Task item –
Copy nothing from the entries below except the lines from the one containing "position:absolute; left:10px; top:10px;" through the one containing "display:block; font-size:35px; line-height:42px", and copy those exactly.

***** Given data

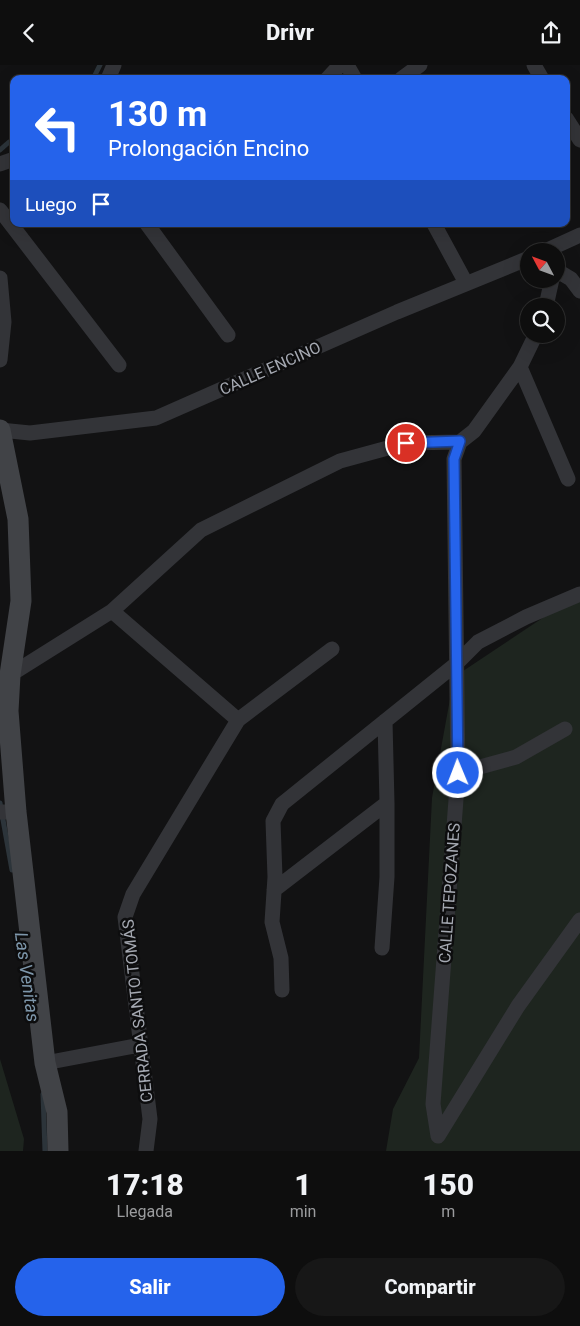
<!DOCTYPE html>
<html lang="es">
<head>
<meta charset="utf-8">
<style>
  body { margin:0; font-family:Roboto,sans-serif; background:#171717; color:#f1f3f6; height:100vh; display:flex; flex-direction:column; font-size:19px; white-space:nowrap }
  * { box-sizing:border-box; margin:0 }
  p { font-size:16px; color:#9b9c9e }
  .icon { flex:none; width:28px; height:28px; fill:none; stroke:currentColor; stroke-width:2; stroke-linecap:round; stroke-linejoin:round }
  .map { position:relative; height:1086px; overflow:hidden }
  .sheet { display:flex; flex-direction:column; background:#0e0e0e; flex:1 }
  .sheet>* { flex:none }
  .hud { position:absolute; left:10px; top:10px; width:560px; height:152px; border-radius:10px; box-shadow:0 5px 20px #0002,0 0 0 1px #2e2e2e; background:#2563eb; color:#fff; overflow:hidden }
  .needle { width:32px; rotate:311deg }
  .fabs { position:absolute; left:520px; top:178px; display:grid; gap:10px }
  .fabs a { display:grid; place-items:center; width:45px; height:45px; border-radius:50%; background:#0e0e0e; box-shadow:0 5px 20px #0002,0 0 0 1px #2e2e2e; font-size:25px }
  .pin { position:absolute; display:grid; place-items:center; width:42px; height:42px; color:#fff; margin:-21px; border:2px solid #fff; border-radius:50%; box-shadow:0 1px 5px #0007 }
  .me { position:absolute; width:55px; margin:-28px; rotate:359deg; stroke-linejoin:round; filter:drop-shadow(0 0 4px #0008) }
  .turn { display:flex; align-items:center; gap:18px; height:105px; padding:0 15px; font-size:22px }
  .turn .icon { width:65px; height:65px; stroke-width:2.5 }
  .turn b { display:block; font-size:35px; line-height:42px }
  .then { display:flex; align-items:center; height:48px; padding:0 15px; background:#0003; gap:10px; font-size:19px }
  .eta { display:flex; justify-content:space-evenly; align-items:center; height:85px; text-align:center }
  .eta b { font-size:30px; font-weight:800; line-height:35px }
  .button { display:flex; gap:10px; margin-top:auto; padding:10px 15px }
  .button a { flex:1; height:58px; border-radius:30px; background:#2563eb; color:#fff; font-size:20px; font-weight:800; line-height:58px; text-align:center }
  .button a+a { background:#171717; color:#f1f3f6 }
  header { display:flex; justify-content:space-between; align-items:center; height:65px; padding:0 15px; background:#0e0e0e; font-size:22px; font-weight:800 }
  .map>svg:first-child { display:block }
</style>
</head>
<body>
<header><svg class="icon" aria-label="back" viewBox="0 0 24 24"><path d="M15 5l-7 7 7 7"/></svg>Drivr<svg class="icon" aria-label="share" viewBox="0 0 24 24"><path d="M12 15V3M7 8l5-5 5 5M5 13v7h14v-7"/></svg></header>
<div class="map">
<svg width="580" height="1086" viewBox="0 0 580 1086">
  <rect width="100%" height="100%" fill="#121213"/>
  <path fill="#1e251f" d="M580,528V1086H386L393,1044L419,993L432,733L454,612Z
    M0,994L24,1074L23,1086H0Z"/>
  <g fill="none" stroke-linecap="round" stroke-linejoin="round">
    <path stroke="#2c343a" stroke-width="5" d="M93,14L100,0
      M0,85L9,77H14
      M0,738L12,805
      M43,1029L45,1086"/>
    <path stroke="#333438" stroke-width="15" d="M347,0L355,14
      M534,0L542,14
      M108,14L114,0
      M327,14L340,0
      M401,14L420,0
      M566,53L580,75
      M0,99L14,94
      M0,145L119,300
      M147,159L228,270
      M434,159L466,218
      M545,186L580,170
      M556,205L571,214L580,226
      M0,213L4,257L0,295
      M546,241L552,214
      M520,302L568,414
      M0,364V365L30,368L156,353L397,247L529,193
      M112,546L238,655
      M10,610L112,546L201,465L340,396L406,378L460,377L474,366L520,302L536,269
      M458,708L516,692L565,664
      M0,747H16
      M274,825L387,738
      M382,883L387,812V738L385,656
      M282,925L281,893L272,857L275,812L273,756L282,739L456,599L478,577L526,552L580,529
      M45,998L140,980
      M438,1071L433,1039L458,708L454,394L460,377
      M438,1071L518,941L580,855
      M146,1086L150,1054L125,852L133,829L238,655L332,584"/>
    <path stroke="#414347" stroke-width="21" d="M0,365L18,454L21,536L10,610L8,646L16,747L45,998L57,1047L58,1086"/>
  </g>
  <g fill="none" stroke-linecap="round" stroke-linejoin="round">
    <defs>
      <path id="route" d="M406,378L460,376L454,394L458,708"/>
    </defs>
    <use href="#route" stroke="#184099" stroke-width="12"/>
    <use href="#route" stroke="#2563eb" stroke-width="9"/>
  </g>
  <g text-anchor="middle" stroke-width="5" stroke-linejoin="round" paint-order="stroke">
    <g font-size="16" fill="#a5a9b2" stroke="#0d0d0e">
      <text transform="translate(270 303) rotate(-24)" y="6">CALLE ENCINO</text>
      <text transform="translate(449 828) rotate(-86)" y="6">CALLE TEPOZANES</text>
      <text transform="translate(137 946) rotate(-96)" y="6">CERRADA SANTO TOMÁS</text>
    </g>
    <g font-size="18" font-style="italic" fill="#7e97ab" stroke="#0d0d0e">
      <text transform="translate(27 912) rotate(82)" y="6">Las Venitas</text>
    </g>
  </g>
</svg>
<div class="fabs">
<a><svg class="needle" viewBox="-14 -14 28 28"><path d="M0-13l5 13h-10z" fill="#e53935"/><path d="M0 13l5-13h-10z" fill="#9b9c9e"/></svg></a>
<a><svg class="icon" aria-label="search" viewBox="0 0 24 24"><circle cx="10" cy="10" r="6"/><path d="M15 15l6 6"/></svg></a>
</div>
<div class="pin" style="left:406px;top:378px;background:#d93025"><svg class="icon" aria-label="arrive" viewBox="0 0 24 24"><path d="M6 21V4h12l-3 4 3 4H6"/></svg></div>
<svg class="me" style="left:458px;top:708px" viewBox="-20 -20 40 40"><circle r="17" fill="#2563eb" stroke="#fff" stroke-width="3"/><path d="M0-11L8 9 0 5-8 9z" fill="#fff"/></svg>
<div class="hud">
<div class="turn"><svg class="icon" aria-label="left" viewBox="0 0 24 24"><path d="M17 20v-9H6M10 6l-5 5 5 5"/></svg><div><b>130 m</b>Prolongación Encino</div></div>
<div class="then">Luego<svg class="icon" aria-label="arrive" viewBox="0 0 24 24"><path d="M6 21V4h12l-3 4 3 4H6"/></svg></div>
</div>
</div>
<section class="sheet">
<div class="eta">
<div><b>17:18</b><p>Llegada</p></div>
<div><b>1</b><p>min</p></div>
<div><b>150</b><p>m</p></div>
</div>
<div class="button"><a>Salir</a><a>Compartir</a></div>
</section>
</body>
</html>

**********

Task output –
  .hud { position:absolute; left:10px; top:10px; width:560px; height:152px; border-radius:10px; box-shadow:0 5px 20px #0002,0 0 0 1px #2e2e2e; background:#2563eb; color:#fff; overflow:hidden }
  .needle { width:32px; rotate:311deg }
  .fabs { position:absolute; left:520px; top:178px; display:grid; gap:10px }
  .fabs a { display:grid; place-items:center; width:45px; height:45px; border-radius:50%; background:#0e0e0e; box-shadow:0 5px 20px #0002,0 0 0 1px #2e2e2e; font-size:25px }
  .pin { position:absolute; display:grid; place-items:center; width:42px; height:42px; color:#fff; margin:-21px; border:2px solid #fff; border-radius:50%; box-shadow:0 1px 5px #0007 }
  .me { position:absolute; width:55px; margin:-28px; rotate:359deg; stroke-linejoin:round; filter:drop-shadow(0 0 4px #0008) }
  .turn { display:flex; align-items:center; gap:18px; height:105px; padding:0 15px; font-size:22px }
  .turn .icon { width:65px; height:65px; stroke-width:2.5 }
  .turn b { display:block; font-size:35px; line-height:42px }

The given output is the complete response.